O relatório de Durham também mencionou que Clinton e outros membros da campanha descartaram a alegação como absurda, sugerindo que se tratava de desinformação russa. Mas Durham relegou ao anexo os detalhes concretos que sustentavam a refutação da campanha — ocultando até agora a conclusão de que o e-mail que ele chamava de “inteligência do Plano Clinton” era quase certamente produto de desinformação russa.
O anexo mostra que a pessoa que supostamente enviou o e-mail de 27 de julho, Leonard Benardo, da rede Open Society Foundations, disse a Durham em 2021 que nunca viu a mensagem e que não a escreveu. A rede é o braço filantrópico do financista liberal George Soros, frequentemente retratado como vilão pela mídia estatal russa e por alguns conservadores americanos.
O anexo também cita um suposto e-mail de 25 de julho de 2016, também atribuído a Benardo. Referindo-se ao presidente russo Vladimir Putin, a mensagem afirmava que um assessor de Clinton estava propondo um plano para “demonizar Putin e Trump”, acrescentando: “Depois o FBI colocará mais lenha na fogueira.”
Essa mensagem identificava a assessora como “Julie”, enquanto o e-mail de 27 de julho dizia “Julia”. Um memorando de inteligência russa anexo identificava a assessora como Julianne Smith, conselheira de política externa da campanha de Clinton e funcionária do Center for a New American Security.
Mas o conjunto de arquivos russos continha duas versões diferentes da mensagem de 25 de julho — uma delas com uma frase extra. E Benardo negou ter enviado a mensagem, dizendo à equipe de Durham que não sabia quem era “Julie” e que não usaria uma expressão como “colocar mais lenha na fogueira.”
Smith informou a Durham, em 2021, que não se lembrava de ter proposto nada à liderança da campanha sobre atacar Trump com base na Rússia, embora ela “lembrasse de conversas com outras pessoas na campanha expressando preocupações genuínas de que o ataque hacker ao DNC era uma ameaça ao sistema eleitoral, e que Trump e seus assessores pareciam ter laços preocupantes com a Rússia.”

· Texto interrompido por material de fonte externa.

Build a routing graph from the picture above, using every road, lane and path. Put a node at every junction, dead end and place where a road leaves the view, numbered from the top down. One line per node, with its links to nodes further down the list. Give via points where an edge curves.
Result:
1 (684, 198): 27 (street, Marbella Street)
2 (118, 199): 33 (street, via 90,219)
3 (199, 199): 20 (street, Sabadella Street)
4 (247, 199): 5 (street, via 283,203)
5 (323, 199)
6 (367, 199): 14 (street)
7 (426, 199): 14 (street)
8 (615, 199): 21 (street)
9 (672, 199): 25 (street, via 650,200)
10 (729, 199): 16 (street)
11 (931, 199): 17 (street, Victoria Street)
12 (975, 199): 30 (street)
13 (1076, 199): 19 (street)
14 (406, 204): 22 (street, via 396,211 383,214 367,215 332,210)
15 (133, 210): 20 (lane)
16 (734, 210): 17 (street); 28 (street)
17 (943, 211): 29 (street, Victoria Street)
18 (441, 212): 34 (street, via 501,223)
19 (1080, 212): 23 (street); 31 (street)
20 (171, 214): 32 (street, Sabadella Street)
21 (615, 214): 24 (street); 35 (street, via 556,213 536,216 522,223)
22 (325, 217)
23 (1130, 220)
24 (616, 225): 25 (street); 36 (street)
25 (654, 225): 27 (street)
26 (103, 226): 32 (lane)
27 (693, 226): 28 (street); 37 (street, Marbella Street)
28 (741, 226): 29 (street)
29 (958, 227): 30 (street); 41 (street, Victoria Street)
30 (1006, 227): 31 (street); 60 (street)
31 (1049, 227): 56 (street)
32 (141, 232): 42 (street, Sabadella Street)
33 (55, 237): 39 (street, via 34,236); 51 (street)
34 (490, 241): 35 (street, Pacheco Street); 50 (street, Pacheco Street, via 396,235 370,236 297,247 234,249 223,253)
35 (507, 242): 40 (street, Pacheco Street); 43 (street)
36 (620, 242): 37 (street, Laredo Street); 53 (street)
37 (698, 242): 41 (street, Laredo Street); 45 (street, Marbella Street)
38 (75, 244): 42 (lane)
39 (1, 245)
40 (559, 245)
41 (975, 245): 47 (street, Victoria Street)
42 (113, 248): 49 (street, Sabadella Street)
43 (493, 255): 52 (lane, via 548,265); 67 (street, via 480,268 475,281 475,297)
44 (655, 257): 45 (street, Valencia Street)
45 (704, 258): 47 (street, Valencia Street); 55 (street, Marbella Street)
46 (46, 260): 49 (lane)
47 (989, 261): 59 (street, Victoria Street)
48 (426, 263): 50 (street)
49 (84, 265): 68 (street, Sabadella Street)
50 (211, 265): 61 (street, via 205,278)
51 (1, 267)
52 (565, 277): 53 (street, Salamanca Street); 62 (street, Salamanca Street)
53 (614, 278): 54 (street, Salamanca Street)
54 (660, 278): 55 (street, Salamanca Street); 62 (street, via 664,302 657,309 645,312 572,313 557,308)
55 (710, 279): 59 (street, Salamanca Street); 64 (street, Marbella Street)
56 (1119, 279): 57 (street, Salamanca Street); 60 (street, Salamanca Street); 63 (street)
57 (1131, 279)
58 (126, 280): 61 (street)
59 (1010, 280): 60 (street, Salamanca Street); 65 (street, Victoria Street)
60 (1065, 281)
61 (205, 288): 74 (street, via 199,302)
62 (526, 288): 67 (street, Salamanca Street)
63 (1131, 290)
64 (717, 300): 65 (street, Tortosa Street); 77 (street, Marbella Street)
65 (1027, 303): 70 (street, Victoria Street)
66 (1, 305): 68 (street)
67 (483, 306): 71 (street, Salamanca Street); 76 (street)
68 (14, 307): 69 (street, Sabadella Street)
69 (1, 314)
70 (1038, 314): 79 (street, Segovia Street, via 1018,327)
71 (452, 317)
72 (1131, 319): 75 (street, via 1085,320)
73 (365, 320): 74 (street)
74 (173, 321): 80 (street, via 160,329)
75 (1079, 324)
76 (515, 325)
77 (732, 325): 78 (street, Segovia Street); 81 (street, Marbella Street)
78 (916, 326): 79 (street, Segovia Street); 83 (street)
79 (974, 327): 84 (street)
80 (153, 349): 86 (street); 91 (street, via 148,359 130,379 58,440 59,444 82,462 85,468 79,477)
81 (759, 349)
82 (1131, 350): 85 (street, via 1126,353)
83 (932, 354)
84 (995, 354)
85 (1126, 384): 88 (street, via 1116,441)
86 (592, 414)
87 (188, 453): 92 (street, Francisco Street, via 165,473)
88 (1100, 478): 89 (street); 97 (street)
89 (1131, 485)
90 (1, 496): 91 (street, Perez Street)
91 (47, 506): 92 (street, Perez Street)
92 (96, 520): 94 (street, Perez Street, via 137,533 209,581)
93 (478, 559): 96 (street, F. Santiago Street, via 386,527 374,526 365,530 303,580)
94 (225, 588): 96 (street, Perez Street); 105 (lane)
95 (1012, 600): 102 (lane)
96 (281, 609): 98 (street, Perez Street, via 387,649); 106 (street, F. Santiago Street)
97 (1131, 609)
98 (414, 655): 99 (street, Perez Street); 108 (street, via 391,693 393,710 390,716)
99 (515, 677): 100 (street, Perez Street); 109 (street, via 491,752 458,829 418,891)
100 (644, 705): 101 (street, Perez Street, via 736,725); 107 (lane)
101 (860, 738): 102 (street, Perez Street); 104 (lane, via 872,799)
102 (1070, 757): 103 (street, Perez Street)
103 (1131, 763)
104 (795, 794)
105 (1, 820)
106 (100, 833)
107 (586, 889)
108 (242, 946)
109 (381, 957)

O anexo também mostra que Durham obteve e-mails de vários think tanks de inclinação progressista mencionados nos memorandos russos e não encontrou cópias das mensagens supostamente escritas por Benardo. Entre os centros de pesquisa estavam a Open Society Foundations, o Atlantic Council, a Carnegie Endowment for International Peace e o Center for a New American Security.
Mas Durham encontrou outros “e-mails, anexos e documentos que contêm linguagem e referências com exatamente a mesma ou similar redação” às dessas mensagens. Entre eles, um e-mail de 25 de julho de um especialista em cibersegurança da Carnegie Endowment que incluía uma passagem extensa sobre ataques cibernéticos russos, repetida, palavra por palavra, na suposta mensagem atribuída a Benardo.
“A melhor avaliação do escritório é que os e-mails de 25 e 27 de julho atribuídos a Benardo eram, no fim das contas, uma composição de vários e-mails obtidos por meio de espionagem russa contra think tanks americanos, incluindo a Open Society Foundations, a Carnegie Endowment e outros”, diz o texto.
Em 2020, conforme reportado pelo New York Times, depois que Durham falhou em encontrar provas de abusos de inteligência, ele passou a tentar encontrar uma base para culpar a campanha de Clinton pelo fato de a campanha de Trump ter se tornado alvo de suspeitas de conluio com a Rússia.
Durham nunca conseguiu provar qualquer conspiração da campanha de Clinton para incriminar Trump disseminando informações falsas sobre seus vínculos com a Rússia, mas ainda assim usou petições judiciais e seu relatório final para insinuar tais suspeitas. Ele apresentou acusações de falsas declarações contra duas pessoas envolvidas em esforços externos para investigar possíveis vínculos entre Trump e a Rússia. Ambas terminaram em absolvições rápidas.